■ REQUIRED ACTION: Locate and copy each line in the data that contains the word "مسجد".

■ SUPPLIED DATA:
=== Begin Enclosure ===

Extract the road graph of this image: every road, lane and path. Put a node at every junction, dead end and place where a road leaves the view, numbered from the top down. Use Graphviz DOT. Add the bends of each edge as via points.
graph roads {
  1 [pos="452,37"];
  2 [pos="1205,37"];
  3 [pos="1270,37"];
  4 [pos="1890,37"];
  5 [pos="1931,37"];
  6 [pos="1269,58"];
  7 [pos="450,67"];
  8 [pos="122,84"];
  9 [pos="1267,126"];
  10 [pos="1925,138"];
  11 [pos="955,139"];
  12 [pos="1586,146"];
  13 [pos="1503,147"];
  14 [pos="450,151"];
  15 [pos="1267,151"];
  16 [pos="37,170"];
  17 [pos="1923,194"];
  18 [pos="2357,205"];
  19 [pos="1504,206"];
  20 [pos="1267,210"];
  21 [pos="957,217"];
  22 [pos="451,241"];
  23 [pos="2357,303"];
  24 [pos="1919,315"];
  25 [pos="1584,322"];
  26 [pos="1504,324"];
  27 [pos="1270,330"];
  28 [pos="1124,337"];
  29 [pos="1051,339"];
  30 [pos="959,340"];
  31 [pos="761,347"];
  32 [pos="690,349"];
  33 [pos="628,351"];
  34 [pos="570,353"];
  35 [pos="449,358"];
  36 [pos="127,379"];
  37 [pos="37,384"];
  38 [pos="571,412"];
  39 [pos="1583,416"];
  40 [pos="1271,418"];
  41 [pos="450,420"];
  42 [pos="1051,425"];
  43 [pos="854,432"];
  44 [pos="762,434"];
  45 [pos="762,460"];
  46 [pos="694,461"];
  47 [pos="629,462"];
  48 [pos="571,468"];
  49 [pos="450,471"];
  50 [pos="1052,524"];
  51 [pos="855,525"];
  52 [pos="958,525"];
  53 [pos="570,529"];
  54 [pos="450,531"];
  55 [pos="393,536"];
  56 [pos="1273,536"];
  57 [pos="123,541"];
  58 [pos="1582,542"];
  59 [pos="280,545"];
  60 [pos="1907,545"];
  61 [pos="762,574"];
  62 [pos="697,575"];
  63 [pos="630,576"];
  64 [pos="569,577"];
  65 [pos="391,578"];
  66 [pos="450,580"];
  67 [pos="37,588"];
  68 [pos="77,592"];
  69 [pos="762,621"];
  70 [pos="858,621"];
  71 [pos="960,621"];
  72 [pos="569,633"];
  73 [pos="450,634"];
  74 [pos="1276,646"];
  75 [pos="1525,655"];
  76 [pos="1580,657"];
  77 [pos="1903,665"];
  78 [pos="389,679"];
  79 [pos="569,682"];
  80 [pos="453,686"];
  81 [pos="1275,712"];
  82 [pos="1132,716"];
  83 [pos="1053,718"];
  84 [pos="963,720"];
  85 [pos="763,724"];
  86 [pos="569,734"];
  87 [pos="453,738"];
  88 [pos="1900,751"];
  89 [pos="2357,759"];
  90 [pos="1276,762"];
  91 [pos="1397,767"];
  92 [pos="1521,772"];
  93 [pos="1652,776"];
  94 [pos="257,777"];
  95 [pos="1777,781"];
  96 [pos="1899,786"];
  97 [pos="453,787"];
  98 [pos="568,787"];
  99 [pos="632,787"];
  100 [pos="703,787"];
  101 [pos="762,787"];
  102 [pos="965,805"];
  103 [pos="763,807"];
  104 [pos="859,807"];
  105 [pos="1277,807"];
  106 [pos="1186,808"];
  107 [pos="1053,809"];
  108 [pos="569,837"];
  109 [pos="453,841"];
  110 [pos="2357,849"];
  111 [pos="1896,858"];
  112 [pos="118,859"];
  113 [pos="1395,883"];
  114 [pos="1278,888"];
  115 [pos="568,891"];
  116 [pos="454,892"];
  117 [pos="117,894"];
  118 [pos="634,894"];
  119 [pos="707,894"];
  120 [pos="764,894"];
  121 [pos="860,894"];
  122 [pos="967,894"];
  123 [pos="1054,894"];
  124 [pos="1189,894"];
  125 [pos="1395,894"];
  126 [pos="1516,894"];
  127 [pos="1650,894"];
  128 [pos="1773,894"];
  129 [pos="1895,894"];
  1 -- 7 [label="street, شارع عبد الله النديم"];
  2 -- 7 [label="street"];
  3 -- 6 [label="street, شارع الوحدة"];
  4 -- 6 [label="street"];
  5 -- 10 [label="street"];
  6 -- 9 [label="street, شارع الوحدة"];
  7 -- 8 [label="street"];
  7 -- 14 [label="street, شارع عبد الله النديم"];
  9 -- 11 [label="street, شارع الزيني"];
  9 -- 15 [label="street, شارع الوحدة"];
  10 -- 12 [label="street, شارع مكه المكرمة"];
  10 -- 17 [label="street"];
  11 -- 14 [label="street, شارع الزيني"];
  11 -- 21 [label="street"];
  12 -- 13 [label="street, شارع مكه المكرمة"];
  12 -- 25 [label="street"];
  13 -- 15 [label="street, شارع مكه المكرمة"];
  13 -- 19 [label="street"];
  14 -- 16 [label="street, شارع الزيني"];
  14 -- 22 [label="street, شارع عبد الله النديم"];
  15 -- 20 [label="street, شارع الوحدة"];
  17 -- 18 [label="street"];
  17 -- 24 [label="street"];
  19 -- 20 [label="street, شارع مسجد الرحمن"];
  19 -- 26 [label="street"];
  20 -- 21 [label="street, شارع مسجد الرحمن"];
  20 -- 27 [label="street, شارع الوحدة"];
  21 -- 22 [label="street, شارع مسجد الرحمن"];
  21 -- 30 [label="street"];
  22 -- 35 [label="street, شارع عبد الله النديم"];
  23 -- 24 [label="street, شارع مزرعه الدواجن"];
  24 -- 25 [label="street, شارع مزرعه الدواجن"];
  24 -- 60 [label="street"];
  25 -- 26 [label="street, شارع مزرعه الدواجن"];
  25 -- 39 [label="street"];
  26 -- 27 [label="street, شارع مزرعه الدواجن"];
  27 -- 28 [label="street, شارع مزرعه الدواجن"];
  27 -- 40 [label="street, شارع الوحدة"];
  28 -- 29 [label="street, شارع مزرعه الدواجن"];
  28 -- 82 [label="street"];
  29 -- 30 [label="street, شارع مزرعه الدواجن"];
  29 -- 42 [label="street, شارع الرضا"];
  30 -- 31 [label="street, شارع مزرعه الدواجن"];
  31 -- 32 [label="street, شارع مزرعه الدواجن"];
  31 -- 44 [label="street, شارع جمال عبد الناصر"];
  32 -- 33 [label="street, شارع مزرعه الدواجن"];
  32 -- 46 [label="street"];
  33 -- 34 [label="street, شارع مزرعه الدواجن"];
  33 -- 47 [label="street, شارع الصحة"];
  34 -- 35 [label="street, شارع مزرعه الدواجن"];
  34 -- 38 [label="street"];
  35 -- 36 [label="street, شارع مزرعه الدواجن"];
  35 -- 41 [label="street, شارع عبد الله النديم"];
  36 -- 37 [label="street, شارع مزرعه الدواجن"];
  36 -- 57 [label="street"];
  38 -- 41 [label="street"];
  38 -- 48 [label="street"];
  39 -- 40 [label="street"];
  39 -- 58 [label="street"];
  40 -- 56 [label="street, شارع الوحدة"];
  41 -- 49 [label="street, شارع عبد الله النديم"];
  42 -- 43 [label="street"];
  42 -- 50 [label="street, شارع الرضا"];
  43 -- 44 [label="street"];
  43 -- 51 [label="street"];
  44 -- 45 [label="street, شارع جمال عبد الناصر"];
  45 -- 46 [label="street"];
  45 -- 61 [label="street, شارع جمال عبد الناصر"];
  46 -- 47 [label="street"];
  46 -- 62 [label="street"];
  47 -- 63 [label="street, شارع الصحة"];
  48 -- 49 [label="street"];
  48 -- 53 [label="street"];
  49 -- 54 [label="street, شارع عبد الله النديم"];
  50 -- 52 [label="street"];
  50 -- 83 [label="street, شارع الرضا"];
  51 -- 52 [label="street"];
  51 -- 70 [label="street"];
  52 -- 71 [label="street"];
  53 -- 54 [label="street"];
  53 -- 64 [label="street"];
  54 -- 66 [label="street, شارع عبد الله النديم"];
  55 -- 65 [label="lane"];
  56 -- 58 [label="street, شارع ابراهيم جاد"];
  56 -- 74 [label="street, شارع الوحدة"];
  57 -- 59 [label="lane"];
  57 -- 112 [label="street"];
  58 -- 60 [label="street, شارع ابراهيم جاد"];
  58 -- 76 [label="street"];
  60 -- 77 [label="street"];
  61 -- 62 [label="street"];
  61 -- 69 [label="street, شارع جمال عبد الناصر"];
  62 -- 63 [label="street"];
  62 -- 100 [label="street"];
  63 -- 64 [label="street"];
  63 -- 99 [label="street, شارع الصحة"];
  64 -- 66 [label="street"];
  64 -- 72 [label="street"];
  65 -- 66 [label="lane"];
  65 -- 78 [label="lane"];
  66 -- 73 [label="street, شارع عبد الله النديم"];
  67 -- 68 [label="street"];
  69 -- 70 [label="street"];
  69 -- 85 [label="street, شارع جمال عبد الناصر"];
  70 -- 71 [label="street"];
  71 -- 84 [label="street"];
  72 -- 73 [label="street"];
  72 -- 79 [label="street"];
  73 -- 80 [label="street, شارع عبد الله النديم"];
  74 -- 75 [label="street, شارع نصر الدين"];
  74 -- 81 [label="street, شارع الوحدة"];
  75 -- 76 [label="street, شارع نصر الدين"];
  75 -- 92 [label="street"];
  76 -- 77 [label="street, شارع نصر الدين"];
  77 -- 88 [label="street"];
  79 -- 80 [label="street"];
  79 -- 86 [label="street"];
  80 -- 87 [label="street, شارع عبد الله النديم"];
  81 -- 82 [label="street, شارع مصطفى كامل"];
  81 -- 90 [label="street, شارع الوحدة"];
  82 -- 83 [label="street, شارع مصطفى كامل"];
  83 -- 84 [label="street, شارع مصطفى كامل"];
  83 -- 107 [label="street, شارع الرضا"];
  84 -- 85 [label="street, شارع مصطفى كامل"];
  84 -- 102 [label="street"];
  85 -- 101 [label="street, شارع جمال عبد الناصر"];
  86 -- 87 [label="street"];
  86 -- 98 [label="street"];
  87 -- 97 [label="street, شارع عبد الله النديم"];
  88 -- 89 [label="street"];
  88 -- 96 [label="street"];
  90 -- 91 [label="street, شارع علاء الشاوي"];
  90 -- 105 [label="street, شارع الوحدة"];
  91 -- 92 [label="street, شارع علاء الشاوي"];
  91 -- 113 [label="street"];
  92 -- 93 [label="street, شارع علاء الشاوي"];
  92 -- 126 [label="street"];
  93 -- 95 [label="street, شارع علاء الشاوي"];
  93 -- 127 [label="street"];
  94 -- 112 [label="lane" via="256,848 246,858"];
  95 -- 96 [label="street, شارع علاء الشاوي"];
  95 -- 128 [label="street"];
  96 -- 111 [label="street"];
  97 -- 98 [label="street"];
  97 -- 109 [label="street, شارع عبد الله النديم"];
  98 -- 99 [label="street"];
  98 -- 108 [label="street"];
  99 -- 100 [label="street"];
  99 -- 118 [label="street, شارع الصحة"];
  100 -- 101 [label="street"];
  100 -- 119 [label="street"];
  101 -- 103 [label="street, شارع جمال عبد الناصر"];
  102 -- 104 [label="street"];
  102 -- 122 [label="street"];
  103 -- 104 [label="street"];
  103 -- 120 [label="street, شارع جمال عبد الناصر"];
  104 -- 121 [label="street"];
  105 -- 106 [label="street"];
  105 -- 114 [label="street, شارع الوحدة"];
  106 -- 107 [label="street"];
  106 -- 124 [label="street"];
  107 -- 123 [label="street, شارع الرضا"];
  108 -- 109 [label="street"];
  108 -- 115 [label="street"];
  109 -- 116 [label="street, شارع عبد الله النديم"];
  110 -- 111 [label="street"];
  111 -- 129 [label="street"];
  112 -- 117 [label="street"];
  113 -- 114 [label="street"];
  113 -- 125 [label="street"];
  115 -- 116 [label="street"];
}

=== End Enclosure ===

■ SOLVED PROBLEM:
  19 -- 20 [label="street, شارع مسجد الرحمن"];
  20 -- 21 [label="street, شارع مسجد الرحمن"];
  21 -- 22 [label="street, شارع مسجد الرحمن"];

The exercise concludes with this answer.